▶ _TASK OBJECTIVE_
Go through the entries and copy each one exactly. Leave none out.

Dataset items
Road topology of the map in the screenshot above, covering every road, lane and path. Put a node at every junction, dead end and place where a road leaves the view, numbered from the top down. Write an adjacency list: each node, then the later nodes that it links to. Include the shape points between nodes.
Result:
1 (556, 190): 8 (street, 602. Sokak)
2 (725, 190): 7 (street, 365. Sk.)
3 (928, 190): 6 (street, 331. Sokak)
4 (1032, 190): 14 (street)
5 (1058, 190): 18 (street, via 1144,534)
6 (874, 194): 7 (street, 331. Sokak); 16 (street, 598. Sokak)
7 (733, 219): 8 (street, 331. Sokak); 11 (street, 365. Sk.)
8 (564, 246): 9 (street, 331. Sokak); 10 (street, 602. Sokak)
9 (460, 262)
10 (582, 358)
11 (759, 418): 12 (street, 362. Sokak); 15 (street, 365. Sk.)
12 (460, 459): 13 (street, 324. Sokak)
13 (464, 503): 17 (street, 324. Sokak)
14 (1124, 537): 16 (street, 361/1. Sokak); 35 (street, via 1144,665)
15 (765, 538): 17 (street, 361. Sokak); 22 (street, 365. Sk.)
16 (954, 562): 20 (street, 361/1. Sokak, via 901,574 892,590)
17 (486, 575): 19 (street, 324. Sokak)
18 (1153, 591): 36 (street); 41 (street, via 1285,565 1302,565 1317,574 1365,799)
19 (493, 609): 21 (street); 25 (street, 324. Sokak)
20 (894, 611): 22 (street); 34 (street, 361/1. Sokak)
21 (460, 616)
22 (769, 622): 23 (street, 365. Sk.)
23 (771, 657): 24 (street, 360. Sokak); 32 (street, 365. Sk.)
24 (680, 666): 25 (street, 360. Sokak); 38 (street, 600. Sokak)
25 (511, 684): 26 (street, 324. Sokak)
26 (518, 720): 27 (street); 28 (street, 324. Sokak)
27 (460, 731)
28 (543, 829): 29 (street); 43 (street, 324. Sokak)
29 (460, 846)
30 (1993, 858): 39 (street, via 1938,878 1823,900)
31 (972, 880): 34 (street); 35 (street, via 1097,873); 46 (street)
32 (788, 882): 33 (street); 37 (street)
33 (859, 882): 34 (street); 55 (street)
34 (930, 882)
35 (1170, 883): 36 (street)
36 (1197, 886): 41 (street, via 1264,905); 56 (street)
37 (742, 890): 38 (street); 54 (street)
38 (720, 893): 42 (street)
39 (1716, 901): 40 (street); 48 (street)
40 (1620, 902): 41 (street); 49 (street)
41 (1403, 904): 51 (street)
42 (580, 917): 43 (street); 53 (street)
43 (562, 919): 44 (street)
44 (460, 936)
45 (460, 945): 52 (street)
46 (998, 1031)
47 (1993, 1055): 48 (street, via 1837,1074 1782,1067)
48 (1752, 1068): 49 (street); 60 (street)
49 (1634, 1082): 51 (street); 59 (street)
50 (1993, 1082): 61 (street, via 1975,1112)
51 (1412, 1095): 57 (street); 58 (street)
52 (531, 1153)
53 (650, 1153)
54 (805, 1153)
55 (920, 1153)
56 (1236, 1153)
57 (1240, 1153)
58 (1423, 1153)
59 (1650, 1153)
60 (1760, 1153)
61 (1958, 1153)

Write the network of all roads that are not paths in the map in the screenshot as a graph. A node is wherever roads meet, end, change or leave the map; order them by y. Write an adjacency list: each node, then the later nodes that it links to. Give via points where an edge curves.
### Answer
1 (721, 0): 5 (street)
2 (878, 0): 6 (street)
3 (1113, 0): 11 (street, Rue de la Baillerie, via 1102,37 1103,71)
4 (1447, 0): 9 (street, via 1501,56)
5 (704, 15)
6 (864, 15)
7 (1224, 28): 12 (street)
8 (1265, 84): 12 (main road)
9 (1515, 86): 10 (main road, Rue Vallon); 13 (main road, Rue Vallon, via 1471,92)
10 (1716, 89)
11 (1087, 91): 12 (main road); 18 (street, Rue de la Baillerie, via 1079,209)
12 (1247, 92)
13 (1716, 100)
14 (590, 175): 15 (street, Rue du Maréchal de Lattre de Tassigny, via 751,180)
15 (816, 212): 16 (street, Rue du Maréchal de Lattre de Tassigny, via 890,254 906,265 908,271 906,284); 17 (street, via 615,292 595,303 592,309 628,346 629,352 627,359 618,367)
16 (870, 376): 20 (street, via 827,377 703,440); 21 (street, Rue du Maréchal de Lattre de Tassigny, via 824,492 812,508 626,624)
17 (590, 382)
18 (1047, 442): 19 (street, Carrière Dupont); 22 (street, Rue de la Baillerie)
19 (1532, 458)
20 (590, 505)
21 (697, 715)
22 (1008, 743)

▶ _EXERCISE RESULT_
Road topology of the map in the screenshot above, covering every road, lane and path. Put a node at every junction, dead end and place where a road leaves the view, numbered from the top down. Write an adjacency list: each node, then the later nodes that it links to. Include the shape points between nodes.
Result:
1 (556, 190): 8 (street, 602. Sokak)
2 (725, 190): 7 (street, 365. Sk.)
3 (928, 190): 6 (street, 331. Sokak)
4 (1032, 190): 14 (street)
5 (1058, 190): 18 (street, via 1144,534)
6 (874, 194): 7 (street, 331. Sokak); 16 (street, 598. Sokak)
7 (733, 219): 8 (street, 331. Sokak); 11 (street, 365. Sk.)
8 (564, 246): 9 (street, 331. Sokak); 10 (street, 602. Sokak)
9 (460, 262)
10 (582, 358)
11 (759, 418): 12 (street, 362. Sokak); 15 (street, 365. Sk.)
12 (460, 459): 13 (street, 324. Sokak)
13 (464, 503): 17 (street, 324. Sokak)
14 (1124, 537): 16 (street, 361/1. Sokak); 35 (street, via 1144,665)
15 (765, 538): 17 (street, 361. Sokak); 22 (street, 365. Sk.)
16 (954, 562): 20 (street, 361/1. Sokak, via 901,574 892,590)
17 (486, 575): 19 (street, 324. Sokak)
18 (1153, 591): 36 (street); 41 (street, via 1285,565 1302,565 1317,574 1365,799)
19 (493, 609): 21 (street); 25 (street, 324. Sokak)
20 (894, 611): 22 (street); 34 (street, 361/1. Sokak)
21 (460, 616)
22 (769, 622): 23 (street, 365. Sk.)
23 (771, 657): 24 (street, 360. Sokak); 32 (street, 365. Sk.)
24 (680, 666): 25 (street, 360. Sokak); 38 (street, 600. Sokak)
25 (511, 684): 26 (street, 324. Sokak)
26 (518, 720): 27 (street); 28 (street, 324. Sokak)
27 (460, 731)
28 (543, 829): 29 (street); 43 (street, 324. Sokak)
29 (460, 846)
30 (1993, 858): 39 (street, via 1938,878 1823,900)
31 (972, 880): 34 (street); 35 (street, via 1097,873); 46 (street)
32 (788, 882): 33 (street); 37 (street)
33 (859, 882): 34 (street); 55 (street)
34 (930, 882)
35 (1170, 883): 36 (street)
36 (1197, 886): 41 (street, via 1264,905); 56 (street)
37 (742, 890): 38 (street); 54 (street)
38 (720, 893): 42 (street)
39 (1716, 901): 40 (street); 48 (street)
40 (1620, 902): 41 (street); 49 (street)
41 (1403, 904): 51 (street)
42 (580, 917): 43 (street); 53 (street)
43 (562, 919): 44 (street)
44 (460, 936)
45 (460, 945): 52 (street)
46 (998, 1031)
47 (1993, 1055): 48 (street, via 1837,1074 1782,1067)
48 (1752, 1068): 49 (street); 60 (street)
49 (1634, 1082): 51 (street); 59 (street)
50 (1993, 1082): 61 (street, via 1975,1112)
51 (1412, 1095): 57 (street); 58 (street)
52 (531, 1153)
53 (650, 1153)
54 (805, 1153)
55 (920, 1153)
56 (1236, 1153)
57 (1240, 1153)
58 (1423, 1153)
59 (1650, 1153)
60 (1760, 1153)
61 (1958, 1153)

Write the network of all roads that are not paths in the map in the screenshot as a graph. A node is wherever roads meet, end, change or leave the map; order them by y. Write an adjacency list: each node, then the later nodes that it links to. Give via points where an edge curves.
### Answer
1 (721, 0): 5 (street)
2 (878, 0): 6 (street)
3 (1113, 0): 11 (street, Rue de la Baillerie, via 1102,37 1103,71)
4 (1447, 0): 9 (street, via 1501,56)
5 (704, 15)
6 (864, 15)
7 (1224, 28): 12 (street)
8 (1265, 84): 12 (main road)
9 (1515, 86): 10 (main road, Rue Vallon); 13 (main road, Rue Vallon, via 1471,92)
10 (1716, 89)
11 (1087, 91): 12 (main road); 18 (street, Rue de la Baillerie, via 1079,209)
12 (1247, 92)
13 (1716, 100)
14 (590, 175): 15 (street, Rue du Maréchal de Lattre de Tassigny, via 751,180)
15 (816, 212): 16 (street, Rue du Maréchal de Lattre de Tassigny, via 890,254 906,265 908,271 906,284); 17 (street, via 615,292 595,303 592,309 628,346 629,352 627,359 618,367)
16 (870, 376): 20 (street, via 827,377 703,440); 21 (street, Rue du Maréchal de Lattre de Tassigny, via 824,492 812,508 626,624)
17 (590, 382)
18 (1047, 442): 19 (street, Carrière Dupont); 22 (street, Rue de la Baillerie)
19 (1532, 458)
20 (590, 505)
21 (697, 715)
22 (1008, 743)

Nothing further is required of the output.